Similar results were found when assessing the hazard for developing 3 months confirmed worsening of disability, which was significantly higher among patients treated with FTY (HR, 7.676 [95% CI, 2.870-20.53]; P <.001), compared with naïve patients.
Using clinical and magnetic resonance imaging (MRI)-based analysis on the relapse anatomic localization, the researchers found a similar distribution of symptoms among patients who had received basic treatment, NTZ, or who were treatment naïve, with the most lesions located within the cerebral hemispheres or optic nerves.

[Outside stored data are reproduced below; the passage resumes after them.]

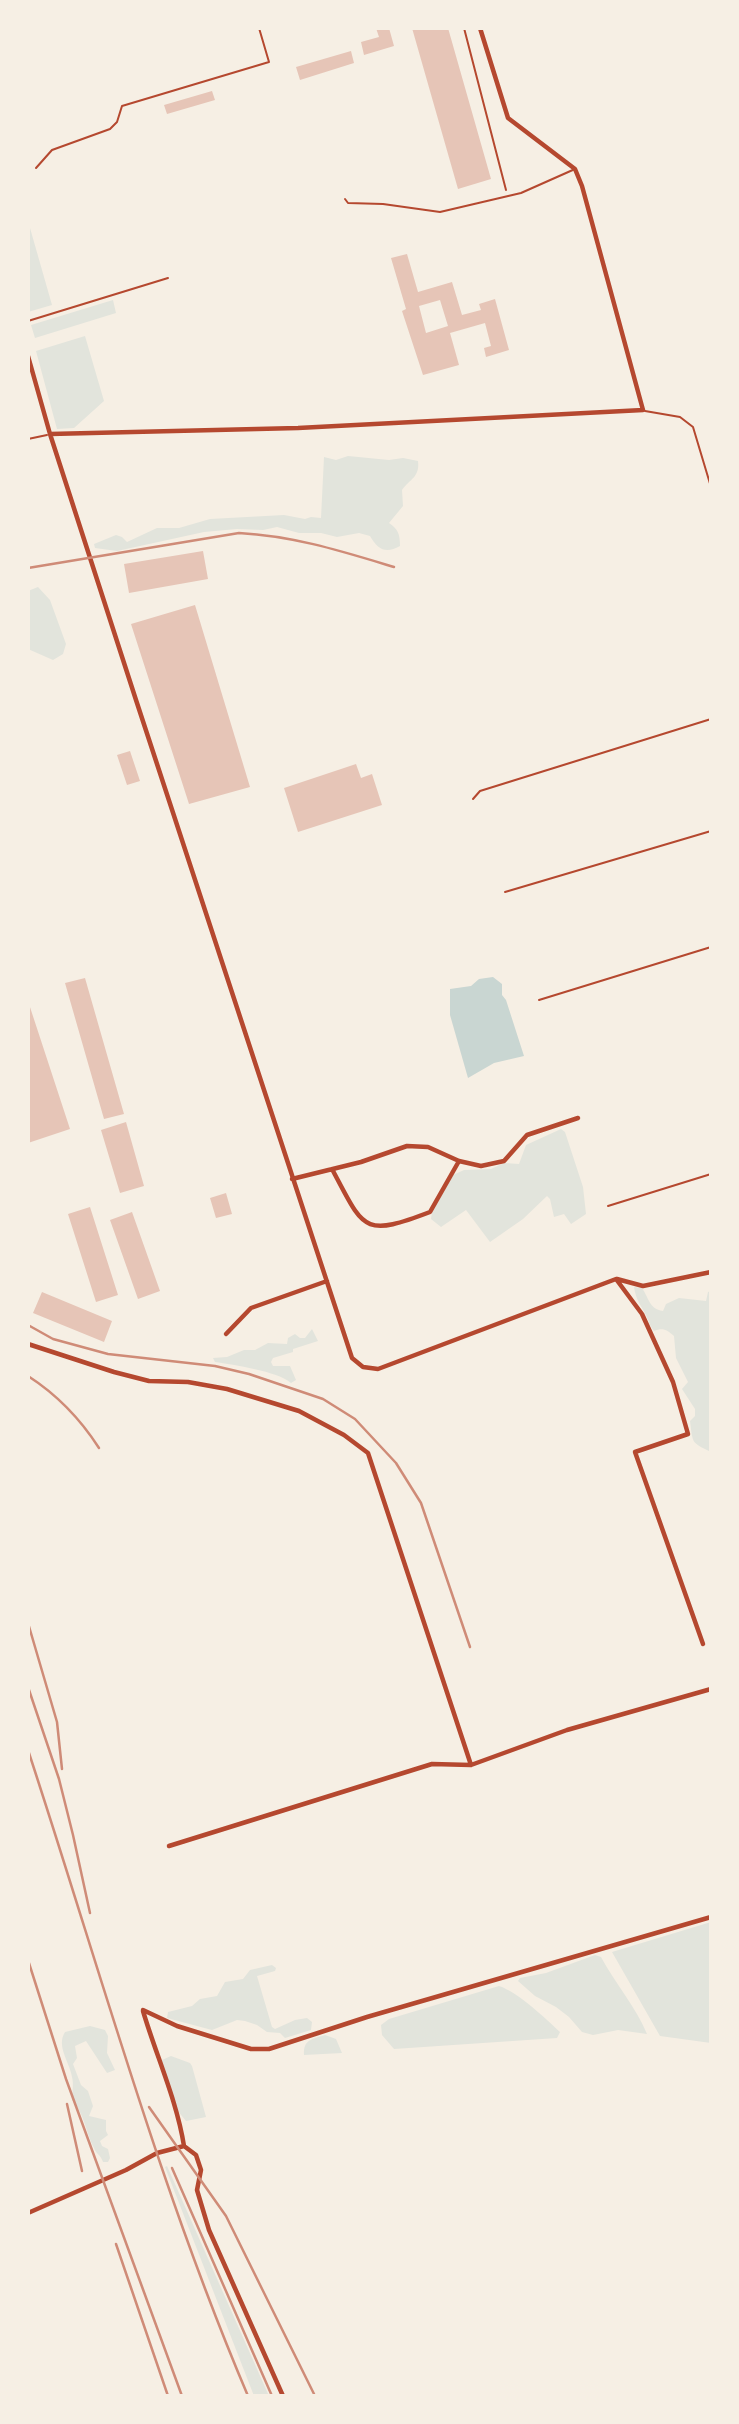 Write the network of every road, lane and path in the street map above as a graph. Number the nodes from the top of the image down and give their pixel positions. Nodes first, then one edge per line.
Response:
1 (259, 28) edge
2 (464, 28) edge
3 (480, 28) edge
4 (36, 168) dead end
5 (575, 169) junction
6 (508, 197) junction
7 (345, 199) dead end
8 (168, 278) dead end
9 (28, 321) edge
10 (28, 356) edge
11 (643, 410) junction
12 (50, 434) junction
13 (28, 439) edge
14 (711, 487) edge
15 (711, 719) edge
16 (474, 799) dead end
17 (711, 831) edge
18 (505, 892) dead end
19 (711, 947) edge
20 (539, 1000) dead end
21 (578, 1118) dead end
22 (459, 1161) junction
23 (332, 1169) junction
24 (711, 1174) edge
25 (292, 1179) junction
26 (608, 1206) dead end
27 (711, 1272) edge
28 (616, 1279) junction
29 (327, 1281) junction
30 (226, 1334) dead end
31 (28, 1343) edge
32 (703, 1644) dead end
33 (711, 1689) edge
34 (471, 1765) junction
35 (169, 1846) dead end
36 (711, 1917) edge
37 (184, 2146) junction
38 (28, 2213) edge
39 (284, 2396) edge

1 - 4 lane
2 - 6 path
3 - 5 street
5 - 6 lane
5 - 11 street
6 - 7 lane
8 - 9 lane
10 - 12 street
11 - 12 street
11 - 14 lane
12 - 13 lane
12 - 25 street
15 - 16 lane
17 - 18 lane
19 - 20 lane
21 - 22 street
22 - 23 street
22 - 23 street
23 - 25 street
24 - 26 lane
25 - 29 street
27 - 28 street
28 - 29 street
28 - 32 street
29 - 30 street
31 - 34 street
33 - 34 street
34 - 35 street
36 - 37 street
37 - 38 street
37 - 39 street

However, there was a high preponderance of spinal relapses among patients pretreated with FTY (55% vs 10% among previously naïve patients; P <.001) following treatment with alemtuzumab, despite previous reports showing no trend in favor of spinal cord symptoms while receiving FTY.
Time to first manifestation of secondary autoimmune disease (SAD) was observed in 52 patients (30.6%), 5 of which developed 2 different autoimmune disorders. Similar to previous efficacy analysis, the development of secondary autoimmunity among patients treated with alemtuzumab showed an increased hazard compared with the first-line and second-line groups (HR, 2.850 [95% CI, 1.060-7.424]; P = .038).
In the multivariate model pretreatment with FTY, the treatment was the only variable significantly influencing the risk of developing SAD (HR, 5.875 [95% CI, 2.126-16.237]; P <.001) compared with naïve patients.
Because of its complex safety profile, researchers also documented infusion-associated reactions (IAR). In total, 121 (71.1%) and 105 (61.2%) patients experienced IAR during their first and second course of alemtuzumab treatment, respectively. After stratification according to the last previous DMT, researchers found that patients who had received FTY were less likely to develop IAR during their first course of alemtuzumab, whereas patients who had received NTZ were prone to develop such symptoms. Notably, the vast majority of severe IAR was observed in patients switching from NTZ (P <.001).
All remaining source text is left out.